Inaccurate MDS Coding for Falls, Pain Management, and High-Risk Medications
Penalty
Summary
Facility staff failed to ensure Minimum Data Set (MDS) assessments were accurately coded for two residents reviewed during a complaint survey. For one resident, a facility-reported incident showed that the resident was found seated on the floor beside the bed and was diagnosed with a non-displaced femoral neck impaction fracture of the left hip following an x-ray. Despite this fall with a major injury, the subsequent significant change MDS dated 11/4/25 did not code the fall with major injury in Section J1900C. Review of the resident’s Medication Administration Records for October and November 2025 showed administration of Tylenol on 10/31/25 at 9:30 PM, which fell within the 5-day look-back period for the MDS, but Section J0100 (prn pain) of the same significant change MDS did not capture the use of Tylenol. For another resident, review of a quarterly MDS with an assessment reference date of 10/15/25 showed that Section N0415 (High-Risk Drug Classes) documented the use of an opioid medication. However, review of the resident’s October 2025 Medication Administration Record did not show that the resident had been prescribed an opioid during that period. In both cases, MDS staff later confirmed that these were errors in MDS coding, demonstrating that the assessments did not accurately reflect the residents’ clinical status and medication use as documented in their medical records.

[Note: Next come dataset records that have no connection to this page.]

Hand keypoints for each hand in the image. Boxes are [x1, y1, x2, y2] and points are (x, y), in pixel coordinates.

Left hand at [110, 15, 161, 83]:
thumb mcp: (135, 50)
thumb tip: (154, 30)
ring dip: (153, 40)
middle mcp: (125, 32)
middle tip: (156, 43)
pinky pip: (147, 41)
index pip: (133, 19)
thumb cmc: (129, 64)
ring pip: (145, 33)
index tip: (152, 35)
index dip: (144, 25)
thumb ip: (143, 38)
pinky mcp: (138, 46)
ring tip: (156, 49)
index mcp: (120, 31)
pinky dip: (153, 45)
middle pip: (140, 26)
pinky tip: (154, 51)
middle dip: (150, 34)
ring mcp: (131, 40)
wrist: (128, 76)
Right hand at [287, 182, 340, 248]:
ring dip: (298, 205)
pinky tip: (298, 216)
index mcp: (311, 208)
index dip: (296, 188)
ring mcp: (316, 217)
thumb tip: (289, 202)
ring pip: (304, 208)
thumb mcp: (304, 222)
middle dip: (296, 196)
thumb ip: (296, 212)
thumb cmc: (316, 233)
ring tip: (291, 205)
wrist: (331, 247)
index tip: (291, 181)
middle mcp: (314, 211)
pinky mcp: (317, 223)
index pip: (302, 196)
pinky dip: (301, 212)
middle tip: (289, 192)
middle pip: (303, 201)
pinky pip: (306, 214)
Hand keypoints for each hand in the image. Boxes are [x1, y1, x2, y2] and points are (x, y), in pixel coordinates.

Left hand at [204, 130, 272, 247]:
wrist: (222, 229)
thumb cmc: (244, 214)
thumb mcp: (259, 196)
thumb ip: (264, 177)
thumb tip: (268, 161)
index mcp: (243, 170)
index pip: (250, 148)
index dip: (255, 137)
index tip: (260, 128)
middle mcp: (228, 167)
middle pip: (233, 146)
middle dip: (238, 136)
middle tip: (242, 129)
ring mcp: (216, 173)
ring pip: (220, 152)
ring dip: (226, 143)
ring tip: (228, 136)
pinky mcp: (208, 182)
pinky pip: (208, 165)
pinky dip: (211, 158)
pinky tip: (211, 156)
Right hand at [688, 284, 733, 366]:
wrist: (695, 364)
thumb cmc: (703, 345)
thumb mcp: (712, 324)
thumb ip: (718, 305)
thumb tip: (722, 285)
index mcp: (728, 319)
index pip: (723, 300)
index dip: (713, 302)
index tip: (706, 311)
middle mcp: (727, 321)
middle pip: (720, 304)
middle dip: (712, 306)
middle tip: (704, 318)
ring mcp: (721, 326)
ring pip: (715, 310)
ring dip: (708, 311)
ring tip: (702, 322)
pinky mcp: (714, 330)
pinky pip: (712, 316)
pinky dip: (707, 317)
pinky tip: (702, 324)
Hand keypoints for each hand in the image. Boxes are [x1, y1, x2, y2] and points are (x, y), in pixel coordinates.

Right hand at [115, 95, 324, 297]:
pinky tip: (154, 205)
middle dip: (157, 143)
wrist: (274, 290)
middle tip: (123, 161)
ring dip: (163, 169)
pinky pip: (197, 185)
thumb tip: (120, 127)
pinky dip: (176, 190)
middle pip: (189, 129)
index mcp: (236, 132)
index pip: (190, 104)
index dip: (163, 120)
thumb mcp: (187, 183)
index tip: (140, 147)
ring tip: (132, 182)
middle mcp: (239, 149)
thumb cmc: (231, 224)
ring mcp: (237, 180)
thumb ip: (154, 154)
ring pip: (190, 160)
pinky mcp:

Incomplete Documentation of Narcotic Administration on MAR
Penalty
Summary
The facility failed to maintain complete and accurate medical records in accordance with accepted professional standards for one resident receiving narcotic medication. The resident, admitted in March 2026, had a fall on 3/6/26 and was sent to the hospital on 3/9/26. Review of the March 2026 Medication Administration Record (MAR) showed documentation of a single 25 mg dose of Tramadol administered on 3/8/26 at 9:23 AM. However, review of the resident’s Controlled Drug Receipt/Record/Disposition Form, kept on the nurse’s medication cart and not in the medical record, showed that Tramadol 25 mg was administered three times between 3/8/26 and 3/9/26: at 11:00 AM and 9:00 PM on 3/8/26, and at 9:00 AM on 3/9/26. In interview, the DON stated that staff are expected to document narcotic administration on the MAR and confirmed that only one of the three Tramadol doses reflected on the controlled drug record was documented on the resident’s MAR. This discrepancy between the controlled substance record and the MAR, with missing documentation of two administered doses of Tramadol on the official medical record, constituted the failure to maintain a complete and accurate medical record for the resident.